**DESCRIPTION OF THE TASK**
Set down the records exactly as they stand, except for any pictures, which you should omit.
::: INFORMATION PROVIDED
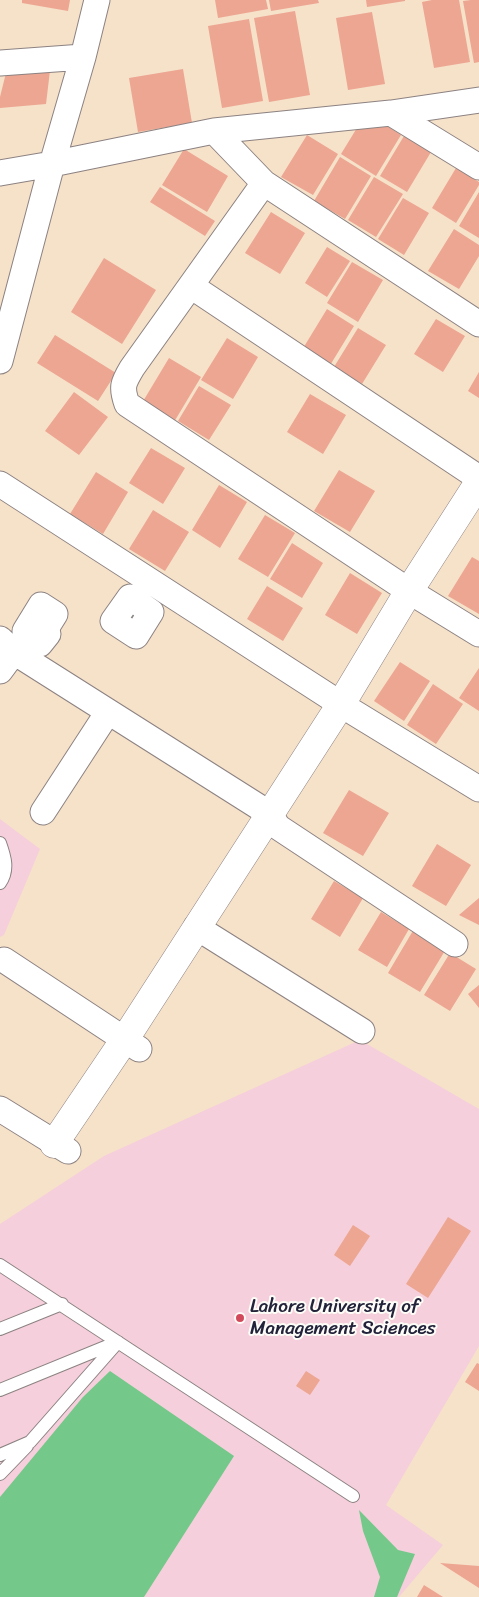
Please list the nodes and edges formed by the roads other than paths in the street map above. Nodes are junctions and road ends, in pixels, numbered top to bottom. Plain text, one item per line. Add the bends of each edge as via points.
1 (97, 0) edge
2 (83, 57) junction
3 (0, 63) edge
4 (479, 100) edge
5 (391, 113) junction
6 (214, 131) junction
7 (52, 164) junction
8 (479, 167) edge
9 (0, 173) edge
10 (264, 183) junction
11 (191, 286) junction
12 (479, 324) edge
13 (0, 361) edge
14 (479, 480) edge
15 (0, 484) edge
16 (479, 517) edge
17 (416, 595) junction
18 (479, 634) edge
19 (5, 654) edge
20 (347, 708) junction
21 (108, 712) junction
22 (479, 789) edge
23 (43, 812) dead end
24 (274, 821) junction
25 (0, 843) edge
26 (0, 884) edge
27 (202, 931) junction
28 (455, 944) dead end
29 (4, 960) dead end
30 (362, 1031) dead end
31 (132, 1044) junction
32 (0, 1110) edge
33 (61, 1147) joint
34 (0, 1265) edge
35 (62, 1304) junction
36 (0, 1329) edge
37 (118, 1342) junction
38 (0, 1390) edge
39 (30, 1442) junction
40 (0, 1454) edge
41 (0, 1474) edge
42 (353, 1496) dead end

1 - 2 street
2 - 3 street
2 - 7 street
4 - 5 street
5 - 6 street
5 - 8 street
6 - 7 street
6 - 10 street
7 - 9 street
7 - 13 street
10 - 11 street
10 - 12 street
11 - 14 street
11 - 17 street via 123,384 127,404
14 - 17 street
15 - 20 street
16 - 17 street
17 - 18 street
17 - 20 street
19 - 21 street
20 - 22 street
20 - 24 street
21 - 23 street
21 - 24 street
24 - 27 street
24 - 28 street
25 - 26 lane via 6,862
27 - 30 street
27 - 31 street
29 - 31 street
31 - 33 street
32 - 33 street
34 - 35 lane
35 - 36 lane
35 - 37 lane
37 - 38 lane
37 - 39 lane
37 - 42 lane
39 - 40 lane
39 - 41 lane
::::::
**PROBLEM SOLUTION**
Please list the nodes and edges formed by the roads other than paths in the street map above. Nodes are junctions and road ends, in pixels, numbered top to bottom. Plain text, one item per line. Add the bends of each edge as via points.
1 (97, 0) edge
2 (83, 57) junction
3 (0, 63) edge
4 (479, 100) edge
5 (391, 113) junction
6 (214, 131) junction
7 (52, 164) junction
8 (479, 167) edge
9 (0, 173) edge
10 (264, 183) junction
11 (191, 286) junction
12 (479, 324) edge
13 (0, 361) edge
14 (479, 480) edge
15 (0, 484) edge
16 (479, 517) edge
17 (416, 595) junction
18 (479, 634) edge
19 (5, 654) edge
20 (347, 708) junction
21 (108, 712) junction
22 (479, 789) edge
23 (43, 812) dead end
24 (274, 821) junction
25 (0, 843) edge
26 (0, 884) edge
27 (202, 931) junction
28 (455, 944) dead end
29 (4, 960) dead end
30 (362, 1031) dead end
31 (132, 1044) junction
32 (0, 1110) edge
33 (61, 1147) joint
34 (0, 1265) edge
35 (62, 1304) junction
36 (0, 1329) edge
37 (118, 1342) junction
38 (0, 1390) edge
39 (30, 1442) junction
40 (0, 1454) edge
41 (0, 1474) edge
42 (353, 1496) dead end

1 - 2 street
2 - 3 street
2 - 7 street
4 - 5 street
5 - 6 street
5 - 8 street
6 - 7 street
6 - 10 street
7 - 9 street
7 - 13 street
10 - 11 street
10 - 12 street
11 - 14 street
11 - 17 street via 123,384 127,404
14 - 17 street
15 - 20 street
16 - 17 street
17 - 18 street
17 - 20 street
19 - 21 street
20 - 22 street
20 - 24 street
21 - 23 street
21 - 24 street
24 - 27 street
24 - 28 street
25 - 26 lane via 6,862
27 - 30 street
27 - 31 street
29 - 31 street
31 - 33 street
32 - 33 street
34 - 35 lane
35 - 36 lane
35 - 37 lane
37 - 38 lane
37 - 39 lane
37 - 42 lane
39 - 40 lane
39 - 41 lane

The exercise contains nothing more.